Analyze GitHub Action Logs
Fetch and analyze recent GitHub Actions runs for a given workflow. Review agent/step performance, identify wasted effort and mistakes, and produce a report with actionable improvements.
Input
You need:
-
workflow (required) — The workflow file name or ID (e.g., issue-triage.yml , deploy.yml ).
-
repo (optional) — The GitHub repository in OWNER/REPO format. Defaults to withastro/astro .
-
count (optional) — Number of recent completed runs to analyze. Defaults to 5 .
Step 1: List Recent Runs
Fetch the most recent completed runs for the workflow. Filter by --status=completed :
gh run list --workflow=<workflow> -R <repo> --status=completed -L <count>
Present the list to orient yourself: run IDs, titles, status (success/failure), and duration. Pick the runs to analyze — prefer a mix of successes and failures if available, and prefer runs that exercised more steps (longer runs tend to go through more stages, while shorter runs may exit early).
Step 2: Fetch Logs
For each run you want to analyze, save the full log to a temp file:
gh run view <run_id> -R <repo> --log > /tmp/actions-run-<run_id>.log
Step 3: Identify Step/Skill Boundaries
Search each log file for markers that indicate where each step or skill starts and ends. The markers depend on the workflow — look for patterns like:
-
Flue skill markers: [flue] skill("..."): starting / completed
-
GitHub Actions step markers: Step name headers in the log output
-
Custom markers: Any START /END or similar delimiters the workflow uses
grep -n "skill(|step|START|END|starting|completed" /tmp/actions-run-<run_id>.log | head -50
From this, determine which line ranges correspond to each step/skill. Also find any result markers:
grep -n "RESULT_START|RESULT_END|extractResult" /tmp/actions-run-<run_id>.log
Note: Some log files may contain binary/null bytes. Use grep -a if needed.
Step 4: Analyze Each Step (Use Subagents)
For each step/skill that ran, launch a subagent to analyze that section's log. This is critical to avoid polluting your context with thousands of log lines.
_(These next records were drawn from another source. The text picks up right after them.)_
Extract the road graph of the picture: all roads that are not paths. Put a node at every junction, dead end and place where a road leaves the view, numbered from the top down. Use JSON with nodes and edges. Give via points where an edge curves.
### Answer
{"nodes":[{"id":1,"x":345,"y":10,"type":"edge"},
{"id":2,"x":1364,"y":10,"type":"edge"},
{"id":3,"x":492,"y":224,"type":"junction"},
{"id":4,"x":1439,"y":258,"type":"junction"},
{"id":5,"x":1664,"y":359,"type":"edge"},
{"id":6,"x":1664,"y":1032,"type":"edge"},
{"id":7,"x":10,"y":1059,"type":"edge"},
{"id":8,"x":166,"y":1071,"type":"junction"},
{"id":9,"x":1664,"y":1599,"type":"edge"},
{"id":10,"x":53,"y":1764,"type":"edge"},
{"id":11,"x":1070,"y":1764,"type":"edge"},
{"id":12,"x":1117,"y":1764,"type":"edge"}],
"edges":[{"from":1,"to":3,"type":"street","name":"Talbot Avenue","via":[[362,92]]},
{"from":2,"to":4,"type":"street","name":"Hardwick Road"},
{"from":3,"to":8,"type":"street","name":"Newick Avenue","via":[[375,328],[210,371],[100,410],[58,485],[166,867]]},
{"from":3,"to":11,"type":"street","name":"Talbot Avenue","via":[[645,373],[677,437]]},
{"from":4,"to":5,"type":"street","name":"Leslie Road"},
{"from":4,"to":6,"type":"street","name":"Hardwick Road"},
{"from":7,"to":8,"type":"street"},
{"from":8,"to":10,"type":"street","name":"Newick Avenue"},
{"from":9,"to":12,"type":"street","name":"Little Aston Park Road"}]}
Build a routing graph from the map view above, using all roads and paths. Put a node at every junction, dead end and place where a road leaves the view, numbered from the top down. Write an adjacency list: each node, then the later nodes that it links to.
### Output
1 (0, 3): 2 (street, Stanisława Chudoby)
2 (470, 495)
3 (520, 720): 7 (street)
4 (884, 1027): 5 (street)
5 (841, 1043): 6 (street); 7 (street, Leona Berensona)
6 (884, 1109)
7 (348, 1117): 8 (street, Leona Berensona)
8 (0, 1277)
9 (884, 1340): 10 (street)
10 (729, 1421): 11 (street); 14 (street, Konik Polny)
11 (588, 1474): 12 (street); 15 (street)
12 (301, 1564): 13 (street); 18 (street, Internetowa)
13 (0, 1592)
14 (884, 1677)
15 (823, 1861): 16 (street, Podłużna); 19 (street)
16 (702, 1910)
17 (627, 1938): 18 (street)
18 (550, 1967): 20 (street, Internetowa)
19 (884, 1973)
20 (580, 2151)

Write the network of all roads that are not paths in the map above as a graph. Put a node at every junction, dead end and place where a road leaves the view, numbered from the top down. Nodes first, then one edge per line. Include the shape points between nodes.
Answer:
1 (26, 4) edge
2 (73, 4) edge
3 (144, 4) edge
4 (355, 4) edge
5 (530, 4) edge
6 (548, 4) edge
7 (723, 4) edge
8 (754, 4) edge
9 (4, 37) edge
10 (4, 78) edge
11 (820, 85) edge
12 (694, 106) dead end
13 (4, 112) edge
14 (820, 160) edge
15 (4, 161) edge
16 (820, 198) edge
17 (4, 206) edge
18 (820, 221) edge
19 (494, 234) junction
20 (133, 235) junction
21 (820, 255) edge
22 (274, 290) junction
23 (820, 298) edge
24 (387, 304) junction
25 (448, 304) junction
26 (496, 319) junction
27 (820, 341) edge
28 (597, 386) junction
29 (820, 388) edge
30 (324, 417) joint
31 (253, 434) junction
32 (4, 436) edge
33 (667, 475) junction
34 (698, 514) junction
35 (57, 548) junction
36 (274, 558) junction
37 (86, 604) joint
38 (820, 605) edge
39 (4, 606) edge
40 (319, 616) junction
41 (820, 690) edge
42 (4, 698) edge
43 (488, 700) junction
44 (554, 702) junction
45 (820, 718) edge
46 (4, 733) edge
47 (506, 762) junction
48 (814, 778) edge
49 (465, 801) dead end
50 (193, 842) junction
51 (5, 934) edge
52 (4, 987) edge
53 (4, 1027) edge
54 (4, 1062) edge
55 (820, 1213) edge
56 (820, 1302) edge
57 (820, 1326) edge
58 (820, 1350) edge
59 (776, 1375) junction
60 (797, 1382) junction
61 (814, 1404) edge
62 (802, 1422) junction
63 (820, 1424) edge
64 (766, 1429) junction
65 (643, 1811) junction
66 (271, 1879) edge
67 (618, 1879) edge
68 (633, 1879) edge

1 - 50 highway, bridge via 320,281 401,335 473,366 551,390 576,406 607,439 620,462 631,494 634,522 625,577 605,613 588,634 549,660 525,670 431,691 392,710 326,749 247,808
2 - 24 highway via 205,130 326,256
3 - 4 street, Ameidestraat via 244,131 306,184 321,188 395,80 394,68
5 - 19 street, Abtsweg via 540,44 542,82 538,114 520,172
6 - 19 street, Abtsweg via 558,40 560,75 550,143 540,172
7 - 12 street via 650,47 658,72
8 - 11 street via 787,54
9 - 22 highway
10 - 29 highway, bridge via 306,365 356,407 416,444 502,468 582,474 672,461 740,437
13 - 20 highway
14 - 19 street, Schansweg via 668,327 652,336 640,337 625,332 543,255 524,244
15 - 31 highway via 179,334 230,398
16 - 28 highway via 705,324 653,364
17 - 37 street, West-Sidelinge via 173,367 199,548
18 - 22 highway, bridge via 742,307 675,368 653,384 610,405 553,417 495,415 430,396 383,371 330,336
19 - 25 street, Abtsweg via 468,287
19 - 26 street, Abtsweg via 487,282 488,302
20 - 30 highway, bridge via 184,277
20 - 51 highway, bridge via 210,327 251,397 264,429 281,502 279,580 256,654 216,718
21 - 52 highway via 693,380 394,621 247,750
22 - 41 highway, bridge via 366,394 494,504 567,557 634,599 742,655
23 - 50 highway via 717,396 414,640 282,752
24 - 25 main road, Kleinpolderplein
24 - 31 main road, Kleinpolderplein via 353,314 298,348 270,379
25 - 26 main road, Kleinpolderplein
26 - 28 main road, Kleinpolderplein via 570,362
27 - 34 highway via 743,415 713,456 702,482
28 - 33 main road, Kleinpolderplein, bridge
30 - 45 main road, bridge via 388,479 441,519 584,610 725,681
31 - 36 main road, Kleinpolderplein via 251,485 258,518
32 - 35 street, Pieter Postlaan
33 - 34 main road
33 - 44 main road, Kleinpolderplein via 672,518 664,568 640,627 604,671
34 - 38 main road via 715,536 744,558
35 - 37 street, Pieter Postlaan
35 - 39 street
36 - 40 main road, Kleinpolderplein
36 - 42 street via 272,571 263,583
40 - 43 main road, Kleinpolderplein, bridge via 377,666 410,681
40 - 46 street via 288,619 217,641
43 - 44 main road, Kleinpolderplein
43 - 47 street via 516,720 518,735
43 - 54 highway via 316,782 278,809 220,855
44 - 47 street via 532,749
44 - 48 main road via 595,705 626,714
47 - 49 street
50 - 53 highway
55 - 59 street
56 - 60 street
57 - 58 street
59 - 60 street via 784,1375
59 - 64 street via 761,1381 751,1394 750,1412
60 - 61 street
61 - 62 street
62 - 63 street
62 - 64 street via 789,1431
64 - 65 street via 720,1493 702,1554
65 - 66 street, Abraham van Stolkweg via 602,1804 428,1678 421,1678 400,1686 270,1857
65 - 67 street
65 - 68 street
For each subagent, provide:
-
The log file path and the line range for that step
-
If skill instruction files exist for the workflow, tell the subagent to read them first for context
-
The run title/context so the subagent understands what was being done
-
The analysis criteria below
Analysis Criteria
Tell each subagent to evaluate:
-
Correctness — Was the step's final result/verdict correct?
-
Efficiency — How long did it take? What's a reasonable baseline? Where was time wasted?
-
Mistakes — Wrong tool calls, failed commands retried without changes, unnecessary rebuilds, etc.
-
Instruction compliance — If skill instructions exist, did the agent follow them? Where did it deviate?
-
Scope creep — Did the agent do work that belongs in a different step?
-
Suggestions — Specific, actionable changes that would prevent the issues found.
Tell each subagent to return a structured response with: Summary, Time Analysis, Issues Found (with estimated time wasted for each), and Suggestions for Improvement.
Step 5: Consolidate Report
After all subagents return, synthesize their findings into a single report. Structure it as:
Per-Run Summary Table
For each run analyzed, include a table:
Step/Skill Time Result Time Wasted Top Issue
Cross-Cutting Patterns
Identify issues that appeared across multiple runs or multiple steps. These are the highest-value improvements. Common patterns to look for:
-
TodoWrite abuse — Agent wasting time on task list management during automated runs
-
Server management failures — Port conflicts, failed process kills, stale log files
-
Tool misuse — Using curl instead of gh , jq not found, etc.
-
Scope creep — One step doing work that belongs in another
-
Unnecessary rebuilds — Building packages multiple times without changes
-
Test timeouts — Running slow E2E/Playwright tests that time out
-
Instruction violations — Agent doing something the instructions explicitly forbid
-
Redundant work — Re-reading files, re-running searches, re-installing dependencies
Prioritized Recommendations
Rank your improvement suggestions by estimated time savings across all runs. For each recommendation:
-
What to change — Which file(s) to edit and what to add/modify
-
Why — What pattern it addresses, with evidence from the runs
-
Estimated impact — How much time it would save per run
Output
Present the full consolidated report. Do NOT edit any workflow or skill files — only report findings and recommendations. The user will decide which changes to apply.